Geld statt Nahrung: Keine Essenspakete mehr für Flüchtlinge in München

Die Anweisung kam von der neuen Sozialministerin Emilia Müller:

Künftig sollen Städte und Landkreise in Oberbayern an Flüchtlinge keine Essenspakete mehr verteilen. Stattdessen sollen Asylbewerber – natürlich im Sinne des Residenzrechtes von der Stadt,  in der sie sich aufhalten – 140 Euro im Monat erhalten und sich selbst versorgen.

 

Unzufrieden mit Asylpolitik

Es ist die Reaktion der neuen Regierung auf anhaltende Proteste der Flüchtlinge selbst, ihrer Unterstützer sowie der Opposition im Bayerischen Landtag.

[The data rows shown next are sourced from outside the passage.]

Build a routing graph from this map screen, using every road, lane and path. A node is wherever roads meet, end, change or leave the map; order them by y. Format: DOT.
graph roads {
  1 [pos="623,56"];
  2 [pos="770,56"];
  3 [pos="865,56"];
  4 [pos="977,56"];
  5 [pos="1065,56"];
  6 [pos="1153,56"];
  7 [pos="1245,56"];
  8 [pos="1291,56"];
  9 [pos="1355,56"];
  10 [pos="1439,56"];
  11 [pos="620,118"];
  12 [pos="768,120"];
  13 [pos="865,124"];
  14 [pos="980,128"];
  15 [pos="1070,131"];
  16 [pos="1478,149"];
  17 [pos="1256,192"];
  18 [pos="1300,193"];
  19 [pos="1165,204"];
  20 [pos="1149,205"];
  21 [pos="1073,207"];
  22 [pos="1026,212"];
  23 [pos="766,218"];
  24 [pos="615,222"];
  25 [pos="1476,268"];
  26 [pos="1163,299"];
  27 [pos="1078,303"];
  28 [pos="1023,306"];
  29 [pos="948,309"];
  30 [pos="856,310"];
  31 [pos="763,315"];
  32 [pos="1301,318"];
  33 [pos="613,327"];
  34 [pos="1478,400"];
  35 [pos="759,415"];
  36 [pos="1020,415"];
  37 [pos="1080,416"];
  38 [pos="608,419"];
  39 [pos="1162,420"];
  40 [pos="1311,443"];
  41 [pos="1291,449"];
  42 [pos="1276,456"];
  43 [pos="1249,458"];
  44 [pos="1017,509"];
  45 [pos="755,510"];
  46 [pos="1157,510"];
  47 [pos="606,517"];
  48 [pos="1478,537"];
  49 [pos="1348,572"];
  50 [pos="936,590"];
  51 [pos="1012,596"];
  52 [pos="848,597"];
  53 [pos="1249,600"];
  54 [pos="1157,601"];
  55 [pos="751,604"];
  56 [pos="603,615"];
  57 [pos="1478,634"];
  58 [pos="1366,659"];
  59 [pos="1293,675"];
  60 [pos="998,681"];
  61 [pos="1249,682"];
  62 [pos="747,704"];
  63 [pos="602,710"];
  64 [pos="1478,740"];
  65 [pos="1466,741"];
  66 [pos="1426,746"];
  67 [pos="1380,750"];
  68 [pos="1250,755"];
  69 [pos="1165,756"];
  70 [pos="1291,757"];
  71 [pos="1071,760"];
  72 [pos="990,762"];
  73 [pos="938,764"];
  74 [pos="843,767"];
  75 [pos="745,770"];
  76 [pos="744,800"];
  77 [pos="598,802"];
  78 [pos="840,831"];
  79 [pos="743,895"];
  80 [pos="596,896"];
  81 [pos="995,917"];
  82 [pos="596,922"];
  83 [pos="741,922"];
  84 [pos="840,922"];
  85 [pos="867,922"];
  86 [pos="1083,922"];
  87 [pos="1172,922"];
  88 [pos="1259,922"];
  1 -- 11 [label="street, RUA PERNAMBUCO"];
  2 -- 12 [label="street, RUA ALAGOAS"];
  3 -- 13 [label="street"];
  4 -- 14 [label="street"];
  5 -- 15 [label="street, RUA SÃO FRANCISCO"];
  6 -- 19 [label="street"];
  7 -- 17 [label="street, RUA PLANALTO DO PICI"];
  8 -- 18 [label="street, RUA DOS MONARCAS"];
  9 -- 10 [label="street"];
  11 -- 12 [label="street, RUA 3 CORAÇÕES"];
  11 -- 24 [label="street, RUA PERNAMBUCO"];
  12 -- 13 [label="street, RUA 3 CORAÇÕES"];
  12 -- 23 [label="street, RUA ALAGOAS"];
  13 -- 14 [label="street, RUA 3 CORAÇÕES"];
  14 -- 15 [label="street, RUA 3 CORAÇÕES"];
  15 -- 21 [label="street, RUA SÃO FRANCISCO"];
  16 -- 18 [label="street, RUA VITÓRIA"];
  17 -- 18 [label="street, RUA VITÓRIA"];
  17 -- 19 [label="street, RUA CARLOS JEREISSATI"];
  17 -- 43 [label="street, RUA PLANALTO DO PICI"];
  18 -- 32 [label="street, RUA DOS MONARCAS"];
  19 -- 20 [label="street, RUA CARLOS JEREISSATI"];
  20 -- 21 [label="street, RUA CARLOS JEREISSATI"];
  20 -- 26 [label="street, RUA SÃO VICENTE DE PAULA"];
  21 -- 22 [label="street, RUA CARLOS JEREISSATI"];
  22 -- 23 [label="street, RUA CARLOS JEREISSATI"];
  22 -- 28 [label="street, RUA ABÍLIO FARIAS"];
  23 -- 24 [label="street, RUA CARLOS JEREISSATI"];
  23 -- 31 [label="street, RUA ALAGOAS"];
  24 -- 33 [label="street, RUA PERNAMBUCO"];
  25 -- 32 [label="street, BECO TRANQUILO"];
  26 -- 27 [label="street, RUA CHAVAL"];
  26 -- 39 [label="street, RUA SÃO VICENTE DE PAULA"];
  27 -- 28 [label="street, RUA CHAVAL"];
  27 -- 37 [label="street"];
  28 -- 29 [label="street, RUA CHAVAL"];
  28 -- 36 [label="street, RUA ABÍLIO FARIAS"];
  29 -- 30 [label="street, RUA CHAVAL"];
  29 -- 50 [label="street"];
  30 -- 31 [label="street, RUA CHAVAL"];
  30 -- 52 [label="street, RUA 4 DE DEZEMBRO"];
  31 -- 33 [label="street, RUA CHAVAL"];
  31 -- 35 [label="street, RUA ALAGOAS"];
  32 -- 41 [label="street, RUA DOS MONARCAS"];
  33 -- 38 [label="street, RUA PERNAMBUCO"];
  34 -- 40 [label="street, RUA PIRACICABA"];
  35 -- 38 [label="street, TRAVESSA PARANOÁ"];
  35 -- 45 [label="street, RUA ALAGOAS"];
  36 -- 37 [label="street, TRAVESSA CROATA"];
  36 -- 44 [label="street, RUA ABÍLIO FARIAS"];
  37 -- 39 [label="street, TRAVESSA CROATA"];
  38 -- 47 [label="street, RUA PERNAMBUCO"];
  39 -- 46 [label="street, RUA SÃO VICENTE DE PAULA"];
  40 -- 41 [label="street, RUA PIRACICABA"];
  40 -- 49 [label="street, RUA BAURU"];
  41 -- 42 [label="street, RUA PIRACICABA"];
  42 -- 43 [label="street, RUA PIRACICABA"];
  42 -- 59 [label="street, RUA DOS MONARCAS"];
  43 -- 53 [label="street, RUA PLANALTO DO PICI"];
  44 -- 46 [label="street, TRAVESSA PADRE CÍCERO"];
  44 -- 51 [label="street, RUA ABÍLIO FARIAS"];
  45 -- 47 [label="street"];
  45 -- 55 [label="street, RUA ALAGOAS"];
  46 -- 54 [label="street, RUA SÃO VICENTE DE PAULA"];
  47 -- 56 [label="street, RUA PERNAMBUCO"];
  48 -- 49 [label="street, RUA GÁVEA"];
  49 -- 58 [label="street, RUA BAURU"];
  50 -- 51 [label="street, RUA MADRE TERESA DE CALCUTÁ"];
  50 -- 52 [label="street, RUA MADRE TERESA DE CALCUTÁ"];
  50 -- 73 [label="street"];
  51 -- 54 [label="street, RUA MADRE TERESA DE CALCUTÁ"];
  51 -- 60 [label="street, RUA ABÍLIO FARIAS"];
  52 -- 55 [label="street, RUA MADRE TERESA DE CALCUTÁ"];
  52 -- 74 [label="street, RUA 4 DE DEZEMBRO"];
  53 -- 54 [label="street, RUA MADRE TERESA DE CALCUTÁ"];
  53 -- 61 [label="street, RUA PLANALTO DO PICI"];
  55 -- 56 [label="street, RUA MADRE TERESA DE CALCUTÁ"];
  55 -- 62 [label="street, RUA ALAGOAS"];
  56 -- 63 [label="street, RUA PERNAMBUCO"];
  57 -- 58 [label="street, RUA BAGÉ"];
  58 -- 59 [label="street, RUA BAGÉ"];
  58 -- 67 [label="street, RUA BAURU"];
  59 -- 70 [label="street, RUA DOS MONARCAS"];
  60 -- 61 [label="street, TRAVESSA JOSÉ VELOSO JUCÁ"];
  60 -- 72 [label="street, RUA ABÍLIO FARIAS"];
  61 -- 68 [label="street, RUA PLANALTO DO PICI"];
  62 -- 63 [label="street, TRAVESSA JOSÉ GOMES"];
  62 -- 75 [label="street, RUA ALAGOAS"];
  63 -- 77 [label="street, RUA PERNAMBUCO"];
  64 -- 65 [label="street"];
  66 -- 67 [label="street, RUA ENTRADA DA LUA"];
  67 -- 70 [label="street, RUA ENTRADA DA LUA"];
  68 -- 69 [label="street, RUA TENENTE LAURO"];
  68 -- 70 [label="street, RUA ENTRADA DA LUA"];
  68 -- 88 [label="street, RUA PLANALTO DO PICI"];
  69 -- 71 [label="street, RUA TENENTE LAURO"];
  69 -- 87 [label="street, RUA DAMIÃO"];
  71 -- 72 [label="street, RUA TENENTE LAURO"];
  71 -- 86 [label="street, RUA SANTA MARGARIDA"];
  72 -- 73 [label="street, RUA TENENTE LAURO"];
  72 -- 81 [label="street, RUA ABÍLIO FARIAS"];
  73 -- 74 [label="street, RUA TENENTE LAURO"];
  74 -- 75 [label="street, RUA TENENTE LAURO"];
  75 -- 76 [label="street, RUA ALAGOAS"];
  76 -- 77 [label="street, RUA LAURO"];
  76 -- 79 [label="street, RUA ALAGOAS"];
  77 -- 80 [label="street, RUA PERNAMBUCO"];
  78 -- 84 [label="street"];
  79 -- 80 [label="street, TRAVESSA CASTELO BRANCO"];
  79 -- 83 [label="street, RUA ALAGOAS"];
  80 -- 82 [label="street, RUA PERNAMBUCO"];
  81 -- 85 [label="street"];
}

Bereits seit langem haben sie die Essenspakete als Symbol für eine Flüchtlingspolitik verstanden, die eher abschreckt als einläd.

Der Protest hatte im vergangenen Juli einen Höhepunkt erreicht, als Flüchtlinge auf dem Rindermarkt in München in Hungerstreik traten.

Noch vor Oberbayern hatte bereits Niederbayern im Januar von Essenspaketen auf Essensgeld für Flüchtlinge umgestellt. In den nächsten Monaten sollen weitere Regierungsbezirke folgen.